[PROMPT] Within the records that follow, determine how many lines include the word "Robinson". State the number and nothing further.

[Items from a dataset]

- Opening Delimiter -

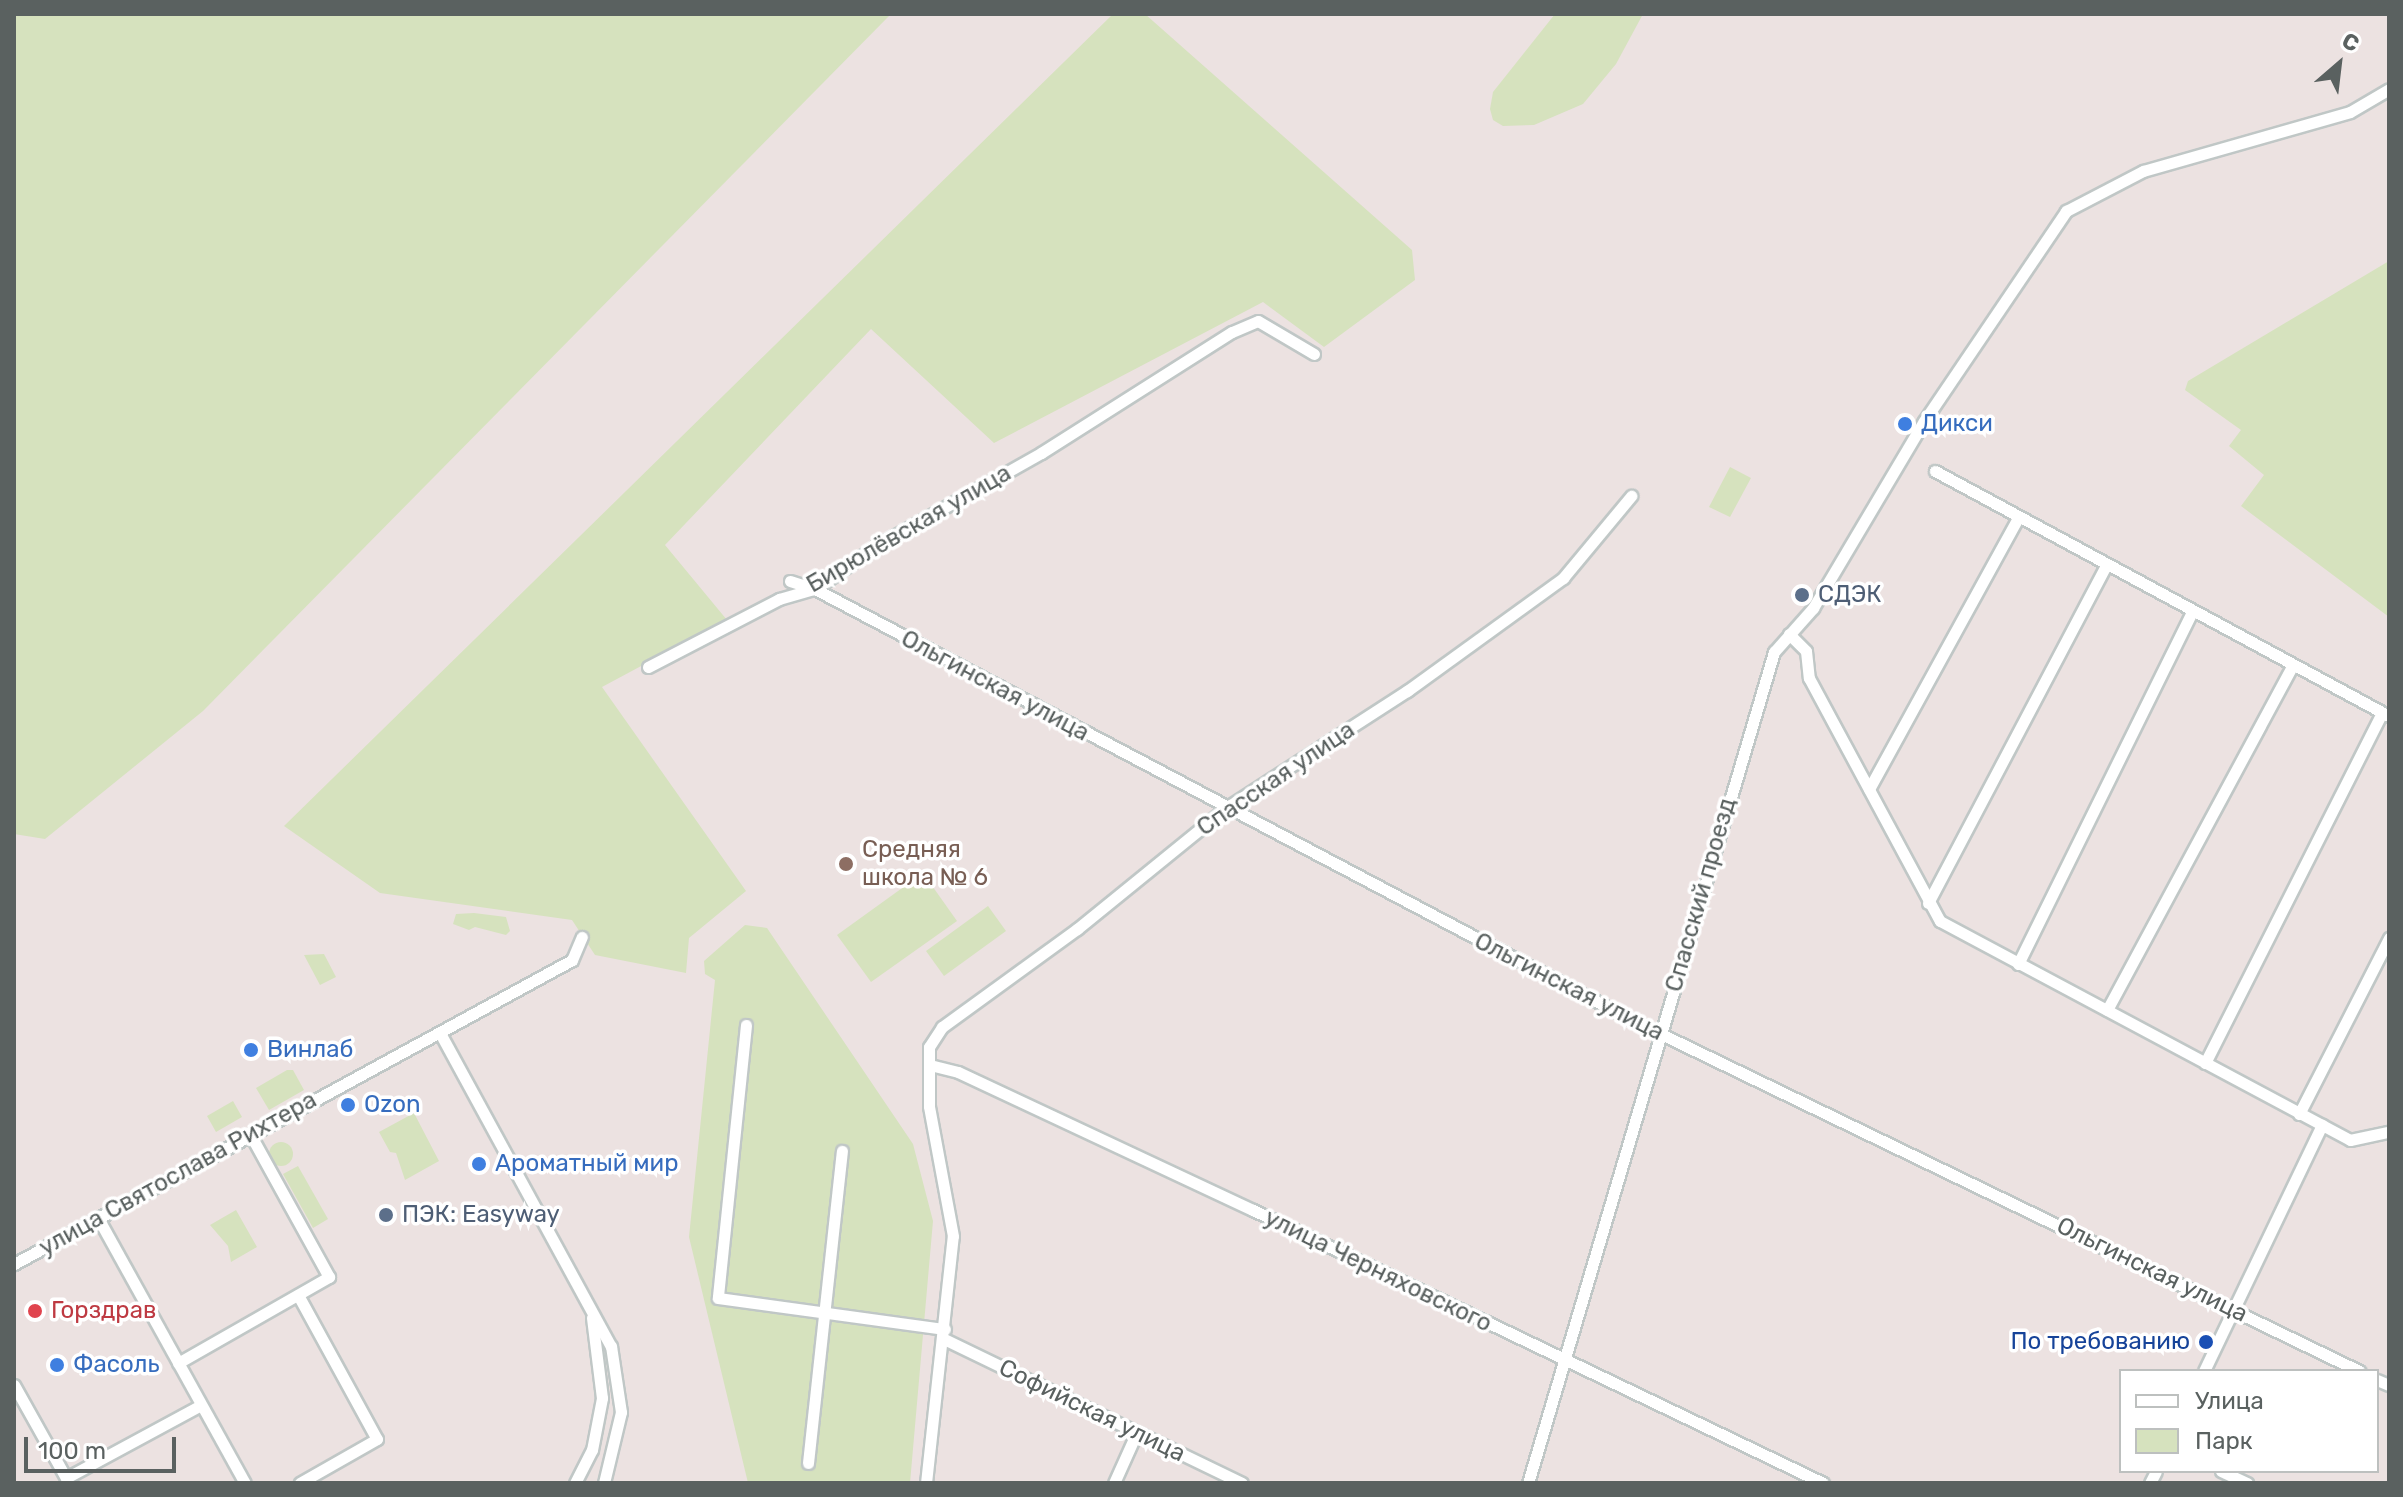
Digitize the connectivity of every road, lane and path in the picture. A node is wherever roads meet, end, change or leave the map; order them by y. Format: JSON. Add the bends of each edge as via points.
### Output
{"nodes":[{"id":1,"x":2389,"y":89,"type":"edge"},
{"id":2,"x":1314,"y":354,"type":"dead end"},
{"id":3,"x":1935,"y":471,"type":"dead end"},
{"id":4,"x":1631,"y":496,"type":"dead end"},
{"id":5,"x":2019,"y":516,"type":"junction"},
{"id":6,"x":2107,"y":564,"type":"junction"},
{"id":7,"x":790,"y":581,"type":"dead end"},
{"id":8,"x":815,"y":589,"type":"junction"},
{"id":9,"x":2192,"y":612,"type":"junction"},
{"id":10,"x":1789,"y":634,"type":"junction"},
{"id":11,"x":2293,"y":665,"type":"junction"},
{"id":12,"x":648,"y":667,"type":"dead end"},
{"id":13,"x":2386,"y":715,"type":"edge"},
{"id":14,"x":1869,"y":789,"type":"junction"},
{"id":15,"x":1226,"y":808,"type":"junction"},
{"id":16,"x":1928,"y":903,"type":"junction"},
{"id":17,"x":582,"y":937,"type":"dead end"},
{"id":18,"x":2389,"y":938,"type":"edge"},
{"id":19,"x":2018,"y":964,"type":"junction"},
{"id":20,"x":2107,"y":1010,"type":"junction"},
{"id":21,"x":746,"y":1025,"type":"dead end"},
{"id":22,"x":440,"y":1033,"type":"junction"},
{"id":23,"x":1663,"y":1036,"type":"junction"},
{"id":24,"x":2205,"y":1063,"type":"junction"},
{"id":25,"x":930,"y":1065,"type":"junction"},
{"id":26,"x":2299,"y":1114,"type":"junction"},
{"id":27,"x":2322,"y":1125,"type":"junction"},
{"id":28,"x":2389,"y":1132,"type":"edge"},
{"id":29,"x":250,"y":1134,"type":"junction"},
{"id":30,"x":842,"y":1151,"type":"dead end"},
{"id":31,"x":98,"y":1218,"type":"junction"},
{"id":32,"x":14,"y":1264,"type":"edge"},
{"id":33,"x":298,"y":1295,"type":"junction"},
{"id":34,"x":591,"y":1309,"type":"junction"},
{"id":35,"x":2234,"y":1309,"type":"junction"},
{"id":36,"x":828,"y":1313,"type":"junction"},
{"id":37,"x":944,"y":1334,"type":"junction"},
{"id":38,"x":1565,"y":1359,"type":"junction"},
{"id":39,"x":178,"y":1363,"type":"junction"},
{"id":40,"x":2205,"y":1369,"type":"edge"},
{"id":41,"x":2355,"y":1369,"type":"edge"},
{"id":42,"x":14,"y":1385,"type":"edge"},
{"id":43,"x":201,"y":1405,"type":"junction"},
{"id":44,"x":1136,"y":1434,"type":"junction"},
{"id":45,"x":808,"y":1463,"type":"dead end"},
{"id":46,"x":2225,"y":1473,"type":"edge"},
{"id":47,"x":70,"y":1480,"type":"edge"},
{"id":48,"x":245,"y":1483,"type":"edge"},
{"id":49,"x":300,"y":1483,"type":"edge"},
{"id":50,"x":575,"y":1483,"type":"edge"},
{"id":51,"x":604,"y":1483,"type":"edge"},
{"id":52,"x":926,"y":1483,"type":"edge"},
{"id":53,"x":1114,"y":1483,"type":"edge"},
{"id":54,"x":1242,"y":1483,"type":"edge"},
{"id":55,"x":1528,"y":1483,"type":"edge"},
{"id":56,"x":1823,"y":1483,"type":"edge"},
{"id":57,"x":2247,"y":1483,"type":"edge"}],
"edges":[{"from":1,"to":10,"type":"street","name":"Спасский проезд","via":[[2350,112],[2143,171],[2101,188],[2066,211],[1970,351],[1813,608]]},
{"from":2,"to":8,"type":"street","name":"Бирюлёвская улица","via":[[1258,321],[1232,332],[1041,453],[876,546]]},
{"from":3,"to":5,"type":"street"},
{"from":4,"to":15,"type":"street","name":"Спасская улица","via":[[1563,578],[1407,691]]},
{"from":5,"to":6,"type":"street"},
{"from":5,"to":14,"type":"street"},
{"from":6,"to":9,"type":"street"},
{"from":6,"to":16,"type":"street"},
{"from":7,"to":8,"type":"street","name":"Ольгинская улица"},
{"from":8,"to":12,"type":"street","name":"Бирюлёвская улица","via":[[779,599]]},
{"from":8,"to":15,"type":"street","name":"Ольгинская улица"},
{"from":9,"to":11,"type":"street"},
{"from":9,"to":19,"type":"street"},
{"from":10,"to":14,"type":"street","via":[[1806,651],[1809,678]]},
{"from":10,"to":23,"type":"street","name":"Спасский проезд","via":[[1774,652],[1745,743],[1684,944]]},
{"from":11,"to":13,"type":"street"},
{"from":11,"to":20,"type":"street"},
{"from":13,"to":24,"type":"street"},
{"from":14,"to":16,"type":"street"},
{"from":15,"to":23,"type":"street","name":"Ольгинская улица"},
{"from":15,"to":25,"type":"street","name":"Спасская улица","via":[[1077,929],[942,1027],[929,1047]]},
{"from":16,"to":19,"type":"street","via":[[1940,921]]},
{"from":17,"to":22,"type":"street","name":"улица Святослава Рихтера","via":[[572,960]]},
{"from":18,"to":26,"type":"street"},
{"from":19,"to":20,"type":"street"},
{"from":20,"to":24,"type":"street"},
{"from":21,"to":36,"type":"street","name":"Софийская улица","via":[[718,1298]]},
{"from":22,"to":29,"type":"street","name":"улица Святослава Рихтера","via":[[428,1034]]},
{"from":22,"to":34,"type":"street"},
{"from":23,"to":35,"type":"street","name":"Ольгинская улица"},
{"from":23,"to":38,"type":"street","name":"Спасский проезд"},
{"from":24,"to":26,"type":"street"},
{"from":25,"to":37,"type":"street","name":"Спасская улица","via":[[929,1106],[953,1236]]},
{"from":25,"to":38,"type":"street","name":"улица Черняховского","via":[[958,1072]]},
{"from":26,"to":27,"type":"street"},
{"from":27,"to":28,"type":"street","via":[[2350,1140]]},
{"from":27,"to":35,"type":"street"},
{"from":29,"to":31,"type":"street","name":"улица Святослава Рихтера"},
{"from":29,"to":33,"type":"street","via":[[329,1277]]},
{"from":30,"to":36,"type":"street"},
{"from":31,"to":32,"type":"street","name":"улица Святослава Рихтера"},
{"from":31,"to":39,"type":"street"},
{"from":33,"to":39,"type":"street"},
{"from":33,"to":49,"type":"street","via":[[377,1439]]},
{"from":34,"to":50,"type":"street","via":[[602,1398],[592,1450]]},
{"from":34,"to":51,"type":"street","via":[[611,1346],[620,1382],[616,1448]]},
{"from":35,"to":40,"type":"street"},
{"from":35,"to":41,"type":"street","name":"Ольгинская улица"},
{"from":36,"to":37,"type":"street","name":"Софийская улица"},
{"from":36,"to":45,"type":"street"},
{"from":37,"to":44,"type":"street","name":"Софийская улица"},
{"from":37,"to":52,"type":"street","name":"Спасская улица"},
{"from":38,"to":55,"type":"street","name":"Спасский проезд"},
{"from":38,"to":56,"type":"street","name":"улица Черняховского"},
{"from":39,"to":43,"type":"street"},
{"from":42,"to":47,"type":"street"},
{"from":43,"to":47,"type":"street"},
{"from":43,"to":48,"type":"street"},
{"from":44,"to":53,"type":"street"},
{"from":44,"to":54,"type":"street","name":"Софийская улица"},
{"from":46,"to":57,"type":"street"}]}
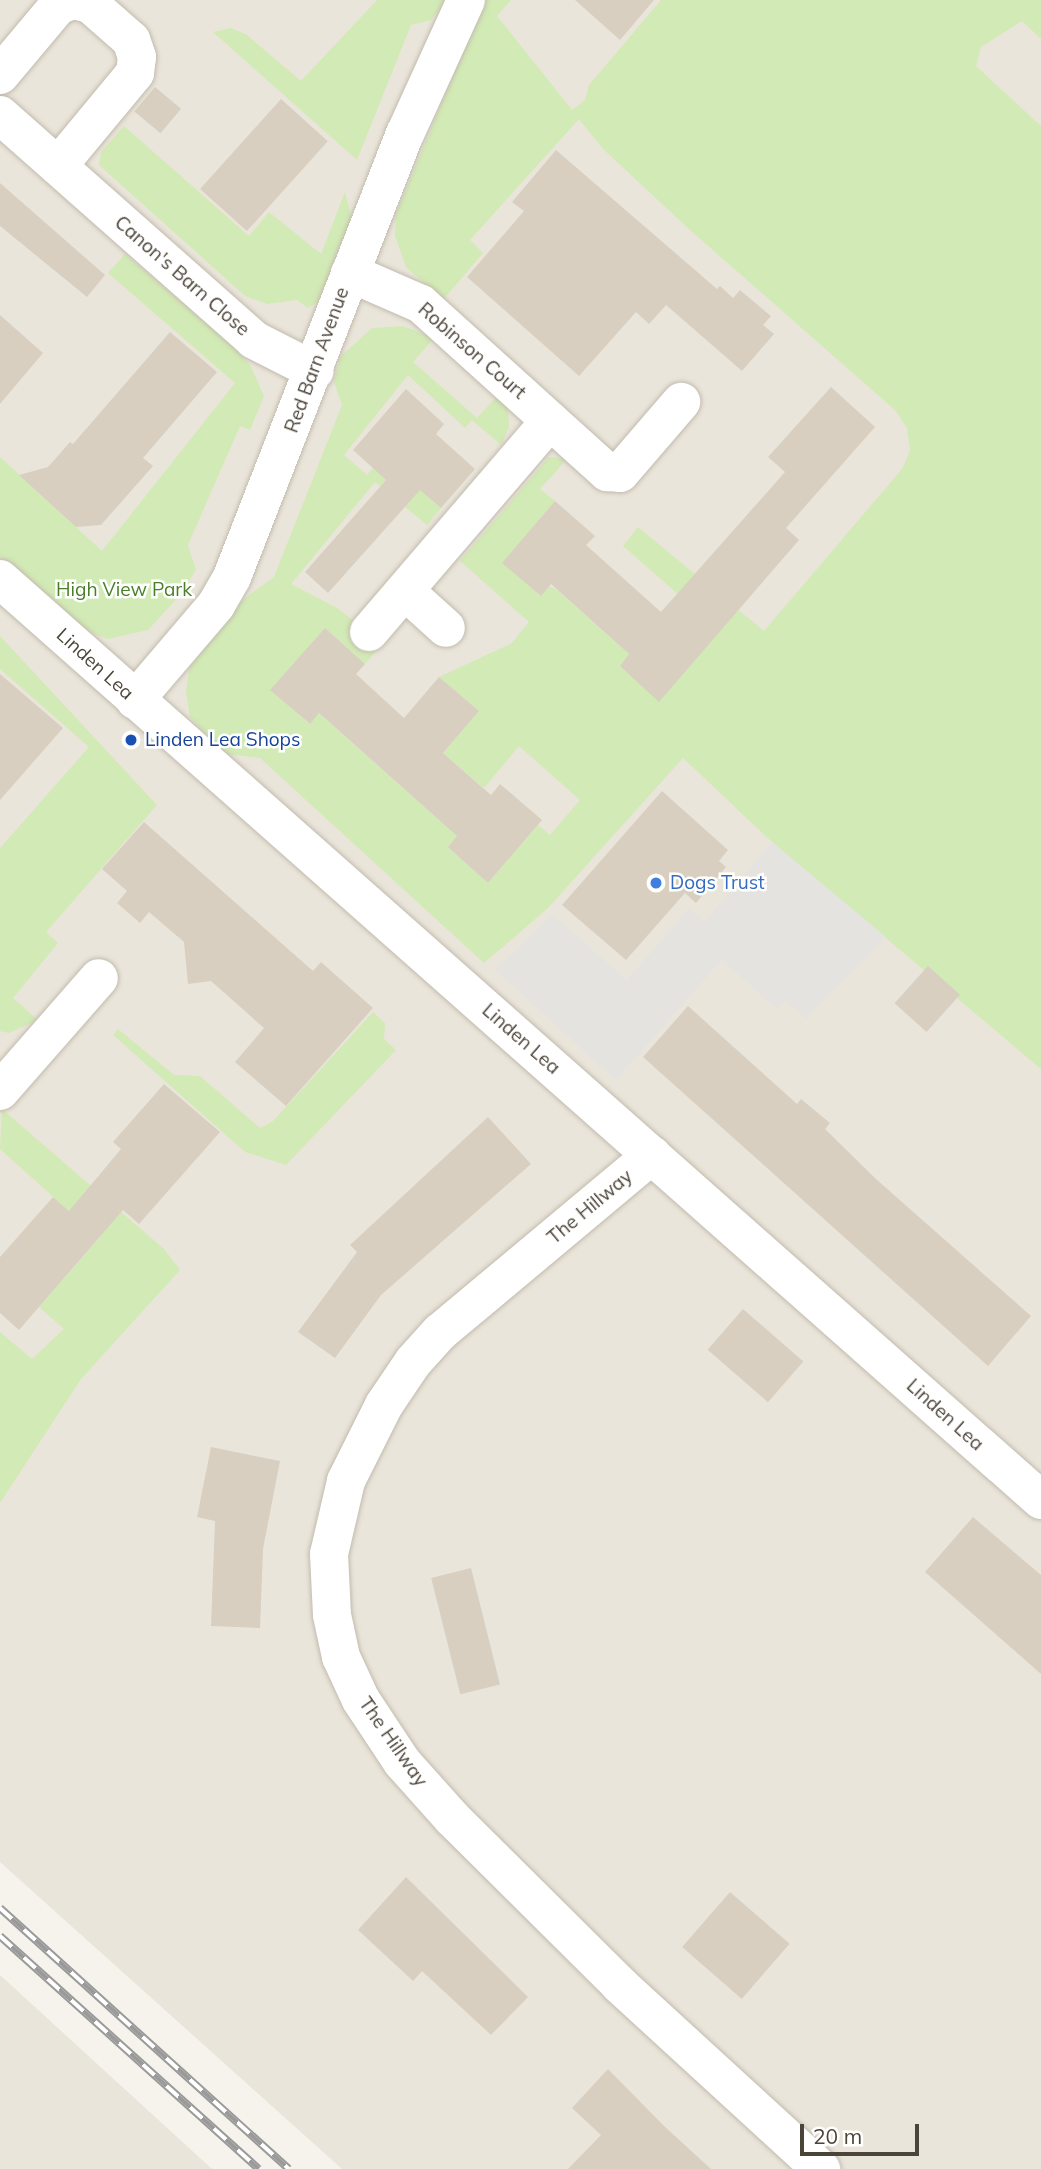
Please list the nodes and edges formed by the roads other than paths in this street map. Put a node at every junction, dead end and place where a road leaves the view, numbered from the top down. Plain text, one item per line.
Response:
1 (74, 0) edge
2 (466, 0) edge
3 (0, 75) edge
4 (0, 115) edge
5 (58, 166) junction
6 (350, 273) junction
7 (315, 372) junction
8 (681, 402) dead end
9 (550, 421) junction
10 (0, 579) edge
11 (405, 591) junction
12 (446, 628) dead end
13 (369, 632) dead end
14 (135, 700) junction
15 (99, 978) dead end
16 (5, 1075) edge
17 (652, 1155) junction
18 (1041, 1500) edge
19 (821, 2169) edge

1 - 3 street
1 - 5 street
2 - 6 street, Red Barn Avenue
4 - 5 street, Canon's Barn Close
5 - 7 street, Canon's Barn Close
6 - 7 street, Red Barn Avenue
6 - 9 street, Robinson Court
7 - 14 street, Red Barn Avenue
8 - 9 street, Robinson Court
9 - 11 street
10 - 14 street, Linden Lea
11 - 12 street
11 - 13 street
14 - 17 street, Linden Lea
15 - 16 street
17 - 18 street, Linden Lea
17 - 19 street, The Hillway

- Closing Delimiter -

[RESULT] 2